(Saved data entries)
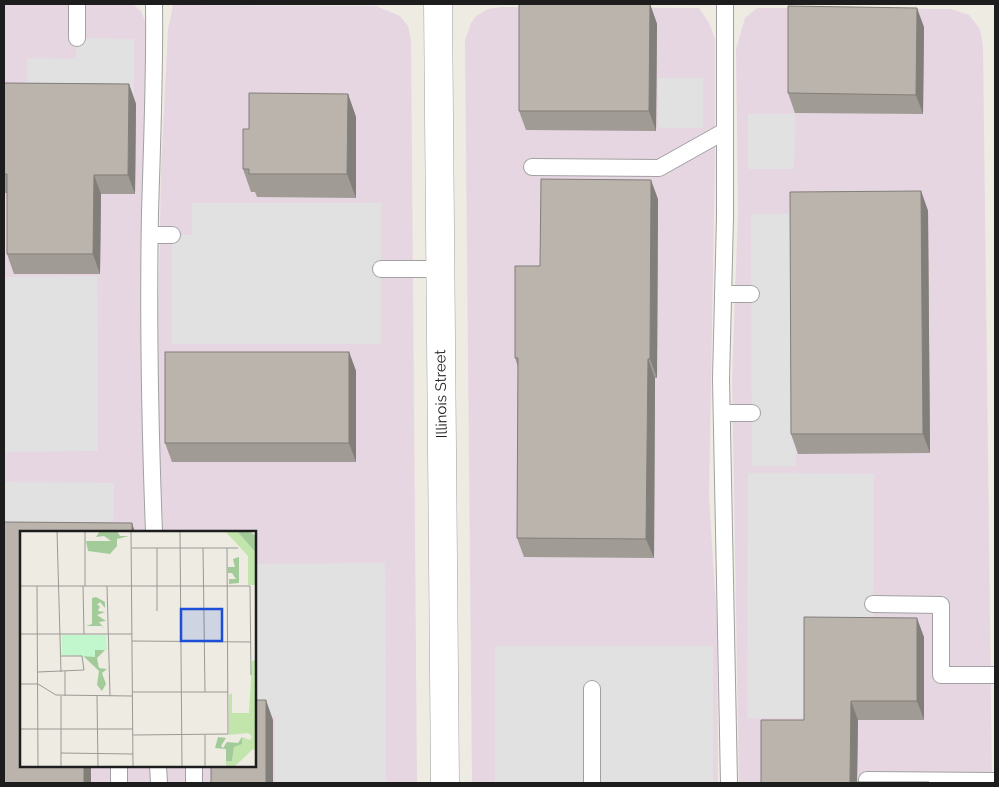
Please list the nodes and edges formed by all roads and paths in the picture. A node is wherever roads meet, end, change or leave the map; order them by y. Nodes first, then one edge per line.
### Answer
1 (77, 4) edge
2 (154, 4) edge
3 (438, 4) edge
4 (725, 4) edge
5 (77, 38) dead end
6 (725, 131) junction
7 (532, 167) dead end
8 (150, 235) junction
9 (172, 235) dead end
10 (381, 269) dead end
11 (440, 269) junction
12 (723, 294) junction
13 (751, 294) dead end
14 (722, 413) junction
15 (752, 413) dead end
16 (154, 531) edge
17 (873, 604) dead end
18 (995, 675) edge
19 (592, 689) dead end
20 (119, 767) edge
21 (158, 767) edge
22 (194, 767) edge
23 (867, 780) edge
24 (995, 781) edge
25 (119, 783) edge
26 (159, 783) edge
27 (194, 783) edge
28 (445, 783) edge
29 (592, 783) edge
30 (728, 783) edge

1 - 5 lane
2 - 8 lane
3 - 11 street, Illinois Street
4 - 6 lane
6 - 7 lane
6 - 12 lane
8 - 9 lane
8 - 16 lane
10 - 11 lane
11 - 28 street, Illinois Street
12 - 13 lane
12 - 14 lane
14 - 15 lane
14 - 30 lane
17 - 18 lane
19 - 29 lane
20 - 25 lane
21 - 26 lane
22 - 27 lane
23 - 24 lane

Exercise details | Go through the records and repeat each one exactly, skipping anything that is a picture.

Response to the exercise |
Please list the nodes and edges formed by all roads and paths in the picture. A node is wherever roads meet, end, change or leave the map; order them by y. Nodes first, then one edge per line.
### Answer
1 (77, 4) edge
2 (154, 4) edge
3 (438, 4) edge
4 (725, 4) edge
5 (77, 38) dead end
6 (725, 131) junction
7 (532, 167) dead end
8 (150, 235) junction
9 (172, 235) dead end
10 (381, 269) dead end
11 (440, 269) junction
12 (723, 294) junction
13 (751, 294) dead end
14 (722, 413) junction
15 (752, 413) dead end
16 (154, 531) edge
17 (873, 604) dead end
18 (995, 675) edge
19 (592, 689) dead end
20 (119, 767) edge
21 (158, 767) edge
22 (194, 767) edge
23 (867, 780) edge
24 (995, 781) edge
25 (119, 783) edge
26 (159, 783) edge
27 (194, 783) edge
28 (445, 783) edge
29 (592, 783) edge
30 (728, 783) edge

1 - 5 lane
2 - 8 lane
3 - 11 street, Illinois Street
4 - 6 lane
6 - 7 lane
6 - 12 lane
8 - 9 lane
8 - 16 lane
10 - 11 lane
11 - 28 street, Illinois Street
12 - 13 lane
12 - 14 lane
14 - 15 lane
14 - 30 lane
17 - 18 lane
19 - 29 lane
20 - 25 lane
21 - 26 lane
22 - 27 lane
23 - 24 lane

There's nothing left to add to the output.